# Impact Flash? In Vacuum?

I was wondering, when you have a "hypervelocity impact" e.g. a meteor or Space Debris hitting a body in orbit, why do you get a "flash" of light and how large would the flash be for a given impactor at a given speed?

• Lots of energy released in a short time has many ways to make light. – Jon Custer Dec 20 '18 at 19:54
• Yeah but, it there a specific - I don't want to say "formula" - but a means to predict the flash from a given collision? – user190684 Dec 20 '18 at 21:03
• Think of it like this. Suppose you said two vehicles collided and asked for a formula of how big the repair bill would be. You can't really write one. The statement of what happened is too vague. There are too many ways things could break, too many variables affecting price. The way you would handle it is to take your collision to a mechanic and let him figure it out. – mmesser314 Dec 20 '18 at 22:54
• I expected that, but what if you had a general sense of how large the impactor was and how fast it was moving? A friend told me that the Thebit crater on the moon, at least the impact that created it, would be visible from Earth on a clear night, personally I'm skeptical of that, but I have no idea whether it's true or not. – user190684 Dec 21 '18 at 14:44

## 1 Answer

An impactor of mass $$m$$ moving at speed $$v$$ will have kinetic energy $$E_0=(1/2)mv^2$$, which will be significant for hypervelocity impacts. When it hits something inelastically this gets converted into kinetic energy of ejected fragments, work in deforming the target, and through this heating. This heating will make the hot material radiate blackbody radiation - this is what produces the flash.

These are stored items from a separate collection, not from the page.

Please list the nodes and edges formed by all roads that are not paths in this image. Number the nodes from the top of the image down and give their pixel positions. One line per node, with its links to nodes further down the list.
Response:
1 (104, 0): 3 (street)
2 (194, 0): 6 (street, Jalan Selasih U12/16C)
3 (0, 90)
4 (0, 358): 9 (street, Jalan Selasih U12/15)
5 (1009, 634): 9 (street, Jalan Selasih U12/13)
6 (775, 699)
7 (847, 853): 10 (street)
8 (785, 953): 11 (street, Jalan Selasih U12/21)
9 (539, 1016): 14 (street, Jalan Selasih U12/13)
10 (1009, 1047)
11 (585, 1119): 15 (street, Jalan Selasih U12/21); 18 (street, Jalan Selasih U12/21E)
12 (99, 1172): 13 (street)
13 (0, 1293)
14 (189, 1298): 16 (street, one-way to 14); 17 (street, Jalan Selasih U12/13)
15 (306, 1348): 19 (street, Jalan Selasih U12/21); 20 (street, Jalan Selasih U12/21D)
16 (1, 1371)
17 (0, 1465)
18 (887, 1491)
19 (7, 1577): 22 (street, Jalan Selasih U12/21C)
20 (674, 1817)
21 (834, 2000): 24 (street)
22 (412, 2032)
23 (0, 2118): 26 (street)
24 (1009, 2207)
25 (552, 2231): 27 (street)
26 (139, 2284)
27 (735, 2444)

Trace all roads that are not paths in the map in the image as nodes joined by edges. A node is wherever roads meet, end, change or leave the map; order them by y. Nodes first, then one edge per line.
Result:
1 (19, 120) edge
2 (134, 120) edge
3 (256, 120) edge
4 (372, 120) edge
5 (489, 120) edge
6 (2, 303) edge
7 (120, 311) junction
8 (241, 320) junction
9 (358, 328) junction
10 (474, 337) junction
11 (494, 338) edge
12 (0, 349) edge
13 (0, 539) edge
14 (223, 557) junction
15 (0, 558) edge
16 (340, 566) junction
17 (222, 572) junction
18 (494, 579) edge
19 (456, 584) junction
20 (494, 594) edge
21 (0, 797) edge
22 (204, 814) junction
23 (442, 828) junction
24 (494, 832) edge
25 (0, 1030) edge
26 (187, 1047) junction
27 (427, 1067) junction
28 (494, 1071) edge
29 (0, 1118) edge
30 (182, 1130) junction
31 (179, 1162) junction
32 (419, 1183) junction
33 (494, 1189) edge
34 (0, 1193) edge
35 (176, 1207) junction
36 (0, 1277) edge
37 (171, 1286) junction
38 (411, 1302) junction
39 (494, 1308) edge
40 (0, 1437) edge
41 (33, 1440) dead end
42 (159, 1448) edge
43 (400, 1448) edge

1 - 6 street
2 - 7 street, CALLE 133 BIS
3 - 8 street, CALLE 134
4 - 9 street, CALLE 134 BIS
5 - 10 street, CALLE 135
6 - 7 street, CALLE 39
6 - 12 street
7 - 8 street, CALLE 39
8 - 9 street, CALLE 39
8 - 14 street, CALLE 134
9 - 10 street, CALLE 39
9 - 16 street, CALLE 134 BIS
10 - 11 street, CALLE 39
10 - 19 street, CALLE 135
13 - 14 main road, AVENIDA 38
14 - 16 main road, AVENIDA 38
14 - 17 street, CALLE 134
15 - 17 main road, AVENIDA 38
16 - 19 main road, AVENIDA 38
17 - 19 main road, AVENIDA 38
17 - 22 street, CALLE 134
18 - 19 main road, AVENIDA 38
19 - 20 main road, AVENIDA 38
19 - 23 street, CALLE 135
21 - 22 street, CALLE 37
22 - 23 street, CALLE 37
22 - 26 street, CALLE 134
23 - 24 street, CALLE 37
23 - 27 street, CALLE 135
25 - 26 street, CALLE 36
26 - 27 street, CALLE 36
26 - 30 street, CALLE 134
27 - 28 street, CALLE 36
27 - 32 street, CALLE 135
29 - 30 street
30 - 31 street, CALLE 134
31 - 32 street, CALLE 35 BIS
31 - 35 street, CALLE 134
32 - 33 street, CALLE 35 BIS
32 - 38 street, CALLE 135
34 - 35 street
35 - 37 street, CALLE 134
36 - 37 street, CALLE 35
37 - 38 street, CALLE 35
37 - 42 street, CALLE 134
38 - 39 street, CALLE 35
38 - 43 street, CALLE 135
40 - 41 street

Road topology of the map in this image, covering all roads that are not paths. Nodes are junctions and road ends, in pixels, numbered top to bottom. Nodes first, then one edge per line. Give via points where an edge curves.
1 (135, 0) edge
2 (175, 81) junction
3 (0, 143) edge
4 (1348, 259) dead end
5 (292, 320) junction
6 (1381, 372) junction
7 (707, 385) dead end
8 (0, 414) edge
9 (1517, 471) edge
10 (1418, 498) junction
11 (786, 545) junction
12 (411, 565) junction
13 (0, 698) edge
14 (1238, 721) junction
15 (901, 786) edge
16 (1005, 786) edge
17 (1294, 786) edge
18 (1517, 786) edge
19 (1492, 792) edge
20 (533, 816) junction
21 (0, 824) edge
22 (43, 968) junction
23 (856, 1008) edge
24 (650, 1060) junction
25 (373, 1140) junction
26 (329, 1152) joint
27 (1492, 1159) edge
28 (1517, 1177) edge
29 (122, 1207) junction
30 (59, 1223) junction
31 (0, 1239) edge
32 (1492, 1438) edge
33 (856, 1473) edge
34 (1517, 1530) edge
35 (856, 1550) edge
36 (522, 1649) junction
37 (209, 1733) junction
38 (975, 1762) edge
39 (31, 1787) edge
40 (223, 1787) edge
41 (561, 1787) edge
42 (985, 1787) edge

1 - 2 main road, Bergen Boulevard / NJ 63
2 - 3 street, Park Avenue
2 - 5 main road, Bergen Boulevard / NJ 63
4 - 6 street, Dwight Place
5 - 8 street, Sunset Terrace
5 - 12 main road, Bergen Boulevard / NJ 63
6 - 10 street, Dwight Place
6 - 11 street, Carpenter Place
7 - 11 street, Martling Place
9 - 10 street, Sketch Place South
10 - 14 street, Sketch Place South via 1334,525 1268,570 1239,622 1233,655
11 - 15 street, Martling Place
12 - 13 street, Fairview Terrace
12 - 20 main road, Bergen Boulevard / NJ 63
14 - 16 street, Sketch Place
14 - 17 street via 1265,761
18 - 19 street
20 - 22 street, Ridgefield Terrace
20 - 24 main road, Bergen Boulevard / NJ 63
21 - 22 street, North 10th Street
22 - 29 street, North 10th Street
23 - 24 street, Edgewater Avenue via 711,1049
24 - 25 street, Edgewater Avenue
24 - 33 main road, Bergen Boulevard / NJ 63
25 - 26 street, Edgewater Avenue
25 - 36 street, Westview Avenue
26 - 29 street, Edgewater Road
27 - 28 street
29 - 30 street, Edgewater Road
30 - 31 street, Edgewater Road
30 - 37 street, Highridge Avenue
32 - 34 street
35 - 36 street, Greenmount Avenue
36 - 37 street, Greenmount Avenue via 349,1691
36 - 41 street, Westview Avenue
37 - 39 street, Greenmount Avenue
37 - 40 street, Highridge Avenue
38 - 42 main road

The problem is that the exact distribution of energy. Some of it will go into a hot spot or ball of plasma shining, but the amount is going to depend on how the impact happens.

If we just assume a fraction $$\eta$$ ends up as heating a plasma ball of radius $$r$$ it will have temperature $$T=\eta E_0/(4\pi/3) r^3 C$$ where $$C$$ is the volumetric heat capacity of the plasma. If it loses energy as blackbody radiation from a hemisphere as $$E'=-(2\pi r^2)\sigma (E/(4\pi/3)r^3 C)^4 = -(27/128\pi^3 C^4) \sigma E^4 / r^{10}$$, starting out as $$E=\eta E_0$$. The energy and brightness declines as $$E\propto t^{-1/3}$$. Note the extreme dependence on $$r$$; this is yet another reason it is hard to give a reasonable answer, since in practice $$r$$ (and $$C$$) will change fast over time.

To sum up, it all depends on complex deformation, fluid and plasma dynamics during the impact.